*ASSIGNMENT*
Please give every entry again, exactly as it reads.

Start of RECORD EXCERPTS

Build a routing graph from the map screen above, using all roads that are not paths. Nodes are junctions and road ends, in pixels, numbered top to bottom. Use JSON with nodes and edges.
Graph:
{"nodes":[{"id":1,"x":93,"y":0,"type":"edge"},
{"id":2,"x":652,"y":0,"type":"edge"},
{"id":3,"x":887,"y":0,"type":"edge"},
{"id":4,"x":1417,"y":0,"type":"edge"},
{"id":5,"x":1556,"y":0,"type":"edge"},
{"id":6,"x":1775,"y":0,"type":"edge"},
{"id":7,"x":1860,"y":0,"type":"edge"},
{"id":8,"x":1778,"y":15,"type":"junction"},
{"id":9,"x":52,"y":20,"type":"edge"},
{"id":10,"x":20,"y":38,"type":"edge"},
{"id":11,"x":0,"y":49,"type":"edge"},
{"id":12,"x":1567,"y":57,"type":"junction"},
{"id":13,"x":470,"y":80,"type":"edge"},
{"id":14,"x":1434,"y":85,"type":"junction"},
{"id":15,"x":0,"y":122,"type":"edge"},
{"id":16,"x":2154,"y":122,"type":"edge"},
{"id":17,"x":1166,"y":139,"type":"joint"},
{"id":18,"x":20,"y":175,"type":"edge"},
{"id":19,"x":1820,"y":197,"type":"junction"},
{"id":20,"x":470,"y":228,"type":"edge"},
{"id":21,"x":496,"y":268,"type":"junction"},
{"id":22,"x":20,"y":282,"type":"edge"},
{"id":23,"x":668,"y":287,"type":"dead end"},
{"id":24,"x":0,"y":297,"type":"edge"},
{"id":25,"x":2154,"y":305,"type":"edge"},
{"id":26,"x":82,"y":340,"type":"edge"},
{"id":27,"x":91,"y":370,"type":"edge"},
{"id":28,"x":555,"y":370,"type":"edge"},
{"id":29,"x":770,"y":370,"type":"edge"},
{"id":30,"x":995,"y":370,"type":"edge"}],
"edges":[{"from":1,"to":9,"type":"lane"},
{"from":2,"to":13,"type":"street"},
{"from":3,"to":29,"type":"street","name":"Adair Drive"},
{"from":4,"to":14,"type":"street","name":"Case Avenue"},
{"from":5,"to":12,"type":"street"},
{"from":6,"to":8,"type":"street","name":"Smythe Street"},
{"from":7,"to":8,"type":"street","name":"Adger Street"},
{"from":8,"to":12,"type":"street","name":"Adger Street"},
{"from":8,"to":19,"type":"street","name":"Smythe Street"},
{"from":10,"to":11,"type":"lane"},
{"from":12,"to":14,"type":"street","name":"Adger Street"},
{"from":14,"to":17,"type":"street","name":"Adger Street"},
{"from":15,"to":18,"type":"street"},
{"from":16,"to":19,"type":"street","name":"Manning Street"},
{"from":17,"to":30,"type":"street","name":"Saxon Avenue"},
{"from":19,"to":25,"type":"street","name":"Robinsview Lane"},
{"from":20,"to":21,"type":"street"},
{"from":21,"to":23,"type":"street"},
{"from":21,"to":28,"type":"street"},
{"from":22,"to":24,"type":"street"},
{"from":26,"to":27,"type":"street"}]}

End of RECORD EXCERPTS

*SOLUTION TO THE EXERCISE*
Build a routing graph from the map screen above, using all roads that are not paths. Nodes are junctions and road ends, in pixels, numbered top to bottom. Use JSON with nodes and edges.
Graph:
{"nodes":[{"id":1,"x":93,"y":0,"type":"edge"},
{"id":2,"x":652,"y":0,"type":"edge"},
{"id":3,"x":887,"y":0,"type":"edge"},
{"id":4,"x":1417,"y":0,"type":"edge"},
{"id":5,"x":1556,"y":0,"type":"edge"},
{"id":6,"x":1775,"y":0,"type":"edge"},
{"id":7,"x":1860,"y":0,"type":"edge"},
{"id":8,"x":1778,"y":15,"type":"junction"},
{"id":9,"x":52,"y":20,"type":"edge"},
{"id":10,"x":20,"y":38,"type":"edge"},
{"id":11,"x":0,"y":49,"type":"edge"},
{"id":12,"x":1567,"y":57,"type":"junction"},
{"id":13,"x":470,"y":80,"type":"edge"},
{"id":14,"x":1434,"y":85,"type":"junction"},
{"id":15,"x":0,"y":122,"type":"edge"},
{"id":16,"x":2154,"y":122,"type":"edge"},
{"id":17,"x":1166,"y":139,"type":"joint"},
{"id":18,"x":20,"y":175,"type":"edge"},
{"id":19,"x":1820,"y":197,"type":"junction"},
{"id":20,"x":470,"y":228,"type":"edge"},
{"id":21,"x":496,"y":268,"type":"junction"},
{"id":22,"x":20,"y":282,"type":"edge"},
{"id":23,"x":668,"y":287,"type":"dead end"},
{"id":24,"x":0,"y":297,"type":"edge"},
{"id":25,"x":2154,"y":305,"type":"edge"},
{"id":26,"x":82,"y":340,"type":"edge"},
{"id":27,"x":91,"y":370,"type":"edge"},
{"id":28,"x":555,"y":370,"type":"edge"},
{"id":29,"x":770,"y":370,"type":"edge"},
{"id":30,"x":995,"y":370,"type":"edge"}],
"edges":[{"from":1,"to":9,"type":"lane"},
{"from":2,"to":13,"type":"street"},
{"from":3,"to":29,"type":"street","name":"Adair Drive"},
{"from":4,"to":14,"type":"street","name":"Case Avenue"},
{"from":5,"to":12,"type":"street"},
{"from":6,"to":8,"type":"street","name":"Smythe Street"},
{"from":7,"to":8,"type":"street","name":"Adger Street"},
{"from":8,"to":12,"type":"street","name":"Adger Street"},
{"from":8,"to":19,"type":"street","name":"Smythe Street"},
{"from":10,"to":11,"type":"lane"},
{"from":12,"to":14,"type":"street","name":"Adger Street"},
{"from":14,"to":17,"type":"street","name":"Adger Street"},
{"from":15,"to":18,"type":"street"},
{"from":16,"to":19,"type":"street","name":"Manning Street"},
{"from":17,"to":30,"type":"street","name":"Saxon Avenue"},
{"from":19,"to":25,"type":"street","name":"Robinsview Lane"},
{"from":20,"to":21,"type":"street"},
{"from":21,"to":23,"type":"street"},
{"from":21,"to":28,"type":"street"},
{"from":22,"to":24,"type":"street"},
{"from":26,"to":27,"type":"street"}]}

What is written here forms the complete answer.